Exercise prompt:
Copy, from the material below, each line where "Bank" shows up.

Source records:
=====
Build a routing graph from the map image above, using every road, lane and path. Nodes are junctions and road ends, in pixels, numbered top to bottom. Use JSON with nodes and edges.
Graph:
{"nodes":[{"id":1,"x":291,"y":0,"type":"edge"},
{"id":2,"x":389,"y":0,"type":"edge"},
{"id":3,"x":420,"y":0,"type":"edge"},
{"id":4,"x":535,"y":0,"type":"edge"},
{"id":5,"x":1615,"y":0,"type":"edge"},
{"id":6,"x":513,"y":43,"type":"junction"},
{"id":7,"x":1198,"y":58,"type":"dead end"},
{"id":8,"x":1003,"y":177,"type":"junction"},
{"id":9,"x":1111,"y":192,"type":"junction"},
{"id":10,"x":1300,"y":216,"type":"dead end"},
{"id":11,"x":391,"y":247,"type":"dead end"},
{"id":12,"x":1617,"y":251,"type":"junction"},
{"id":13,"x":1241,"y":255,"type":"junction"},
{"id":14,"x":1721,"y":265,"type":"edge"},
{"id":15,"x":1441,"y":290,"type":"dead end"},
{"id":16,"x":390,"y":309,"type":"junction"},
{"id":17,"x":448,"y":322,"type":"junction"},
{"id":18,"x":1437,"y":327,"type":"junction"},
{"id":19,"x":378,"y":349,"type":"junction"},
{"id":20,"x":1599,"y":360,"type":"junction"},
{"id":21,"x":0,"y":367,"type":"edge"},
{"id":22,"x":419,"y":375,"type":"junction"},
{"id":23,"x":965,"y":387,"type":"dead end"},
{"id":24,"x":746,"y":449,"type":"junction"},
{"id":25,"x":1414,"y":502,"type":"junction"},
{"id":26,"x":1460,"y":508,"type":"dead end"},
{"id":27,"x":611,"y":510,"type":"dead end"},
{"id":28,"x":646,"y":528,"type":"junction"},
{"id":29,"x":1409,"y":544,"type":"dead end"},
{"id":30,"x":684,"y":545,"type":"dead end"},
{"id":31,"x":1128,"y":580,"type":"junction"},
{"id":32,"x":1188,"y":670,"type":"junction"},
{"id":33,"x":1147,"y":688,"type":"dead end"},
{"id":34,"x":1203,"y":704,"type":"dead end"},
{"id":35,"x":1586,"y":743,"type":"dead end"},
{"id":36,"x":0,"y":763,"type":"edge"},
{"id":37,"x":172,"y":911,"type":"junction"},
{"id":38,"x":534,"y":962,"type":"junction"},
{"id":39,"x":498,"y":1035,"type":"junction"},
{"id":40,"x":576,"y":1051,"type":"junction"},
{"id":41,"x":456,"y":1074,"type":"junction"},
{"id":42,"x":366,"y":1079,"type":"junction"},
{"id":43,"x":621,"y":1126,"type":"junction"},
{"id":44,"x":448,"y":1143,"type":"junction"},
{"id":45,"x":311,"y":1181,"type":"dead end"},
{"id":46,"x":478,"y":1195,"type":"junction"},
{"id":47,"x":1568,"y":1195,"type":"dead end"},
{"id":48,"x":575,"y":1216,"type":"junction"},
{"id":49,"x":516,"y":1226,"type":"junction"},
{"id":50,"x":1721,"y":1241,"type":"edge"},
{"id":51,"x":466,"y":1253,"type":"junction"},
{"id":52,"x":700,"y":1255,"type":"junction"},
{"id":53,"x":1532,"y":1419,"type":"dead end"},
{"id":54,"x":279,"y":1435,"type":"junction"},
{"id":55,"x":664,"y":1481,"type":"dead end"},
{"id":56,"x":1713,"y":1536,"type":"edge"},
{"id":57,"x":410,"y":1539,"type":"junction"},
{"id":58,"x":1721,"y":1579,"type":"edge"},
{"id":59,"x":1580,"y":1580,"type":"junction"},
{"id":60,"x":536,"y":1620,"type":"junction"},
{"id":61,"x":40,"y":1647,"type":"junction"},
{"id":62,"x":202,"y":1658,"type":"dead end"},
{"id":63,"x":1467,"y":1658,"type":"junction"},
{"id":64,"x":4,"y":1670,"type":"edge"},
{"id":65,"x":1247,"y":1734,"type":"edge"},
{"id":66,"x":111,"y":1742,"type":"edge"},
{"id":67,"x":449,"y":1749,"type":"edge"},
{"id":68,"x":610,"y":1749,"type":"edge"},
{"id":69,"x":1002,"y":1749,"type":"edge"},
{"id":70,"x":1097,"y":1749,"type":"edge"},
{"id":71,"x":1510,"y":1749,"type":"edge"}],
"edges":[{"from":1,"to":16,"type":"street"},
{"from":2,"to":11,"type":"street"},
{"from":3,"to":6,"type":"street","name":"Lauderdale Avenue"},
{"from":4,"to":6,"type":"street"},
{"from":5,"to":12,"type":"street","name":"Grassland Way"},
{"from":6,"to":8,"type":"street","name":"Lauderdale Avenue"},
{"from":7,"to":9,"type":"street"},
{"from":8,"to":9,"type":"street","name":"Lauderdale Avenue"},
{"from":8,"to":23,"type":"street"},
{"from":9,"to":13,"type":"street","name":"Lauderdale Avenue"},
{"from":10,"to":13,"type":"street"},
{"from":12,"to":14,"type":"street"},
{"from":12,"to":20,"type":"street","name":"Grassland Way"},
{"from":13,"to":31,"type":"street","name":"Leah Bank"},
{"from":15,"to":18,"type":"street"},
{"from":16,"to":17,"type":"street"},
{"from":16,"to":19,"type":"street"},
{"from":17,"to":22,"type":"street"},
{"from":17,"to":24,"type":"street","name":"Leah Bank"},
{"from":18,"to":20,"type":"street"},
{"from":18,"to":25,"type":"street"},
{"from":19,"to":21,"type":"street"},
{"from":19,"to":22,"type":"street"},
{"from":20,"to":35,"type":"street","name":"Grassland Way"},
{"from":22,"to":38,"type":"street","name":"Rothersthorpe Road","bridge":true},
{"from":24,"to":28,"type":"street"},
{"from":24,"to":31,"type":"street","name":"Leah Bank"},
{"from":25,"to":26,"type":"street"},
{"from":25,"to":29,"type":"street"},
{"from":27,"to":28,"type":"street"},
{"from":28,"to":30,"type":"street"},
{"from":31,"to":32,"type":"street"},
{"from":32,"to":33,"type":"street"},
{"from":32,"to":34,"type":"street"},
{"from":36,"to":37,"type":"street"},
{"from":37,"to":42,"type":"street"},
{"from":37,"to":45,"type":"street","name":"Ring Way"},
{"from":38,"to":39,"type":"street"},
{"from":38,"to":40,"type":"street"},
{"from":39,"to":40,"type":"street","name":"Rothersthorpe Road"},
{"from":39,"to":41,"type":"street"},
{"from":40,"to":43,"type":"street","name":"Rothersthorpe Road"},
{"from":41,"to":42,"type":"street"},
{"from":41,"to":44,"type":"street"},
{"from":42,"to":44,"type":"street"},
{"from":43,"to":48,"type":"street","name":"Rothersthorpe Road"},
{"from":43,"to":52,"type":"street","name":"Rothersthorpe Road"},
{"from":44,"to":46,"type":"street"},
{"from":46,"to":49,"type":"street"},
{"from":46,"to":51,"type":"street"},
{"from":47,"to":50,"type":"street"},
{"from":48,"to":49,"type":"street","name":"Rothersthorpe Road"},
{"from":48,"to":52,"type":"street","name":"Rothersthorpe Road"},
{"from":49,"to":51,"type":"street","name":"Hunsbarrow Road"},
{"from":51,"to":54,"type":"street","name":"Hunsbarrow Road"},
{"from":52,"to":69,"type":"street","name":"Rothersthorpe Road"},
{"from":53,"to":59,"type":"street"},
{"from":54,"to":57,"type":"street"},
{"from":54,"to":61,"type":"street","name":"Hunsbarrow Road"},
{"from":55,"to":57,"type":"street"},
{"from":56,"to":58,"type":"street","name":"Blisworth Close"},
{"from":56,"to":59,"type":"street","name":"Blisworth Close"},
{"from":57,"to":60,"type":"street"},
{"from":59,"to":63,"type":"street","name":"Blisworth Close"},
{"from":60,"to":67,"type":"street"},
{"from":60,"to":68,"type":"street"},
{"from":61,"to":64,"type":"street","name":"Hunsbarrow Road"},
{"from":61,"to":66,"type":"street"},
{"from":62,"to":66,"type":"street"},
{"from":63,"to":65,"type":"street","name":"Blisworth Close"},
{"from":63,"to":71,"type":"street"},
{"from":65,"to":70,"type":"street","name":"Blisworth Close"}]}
=====
Reply to the exercise:
{"from":13,"to":31,"type":"street","name":"Leah Bank"},
{"from":17,"to":24,"type":"street","name":"Leah Bank"},
{"from":24,"to":31,"type":"street","name":"Leah Bank"},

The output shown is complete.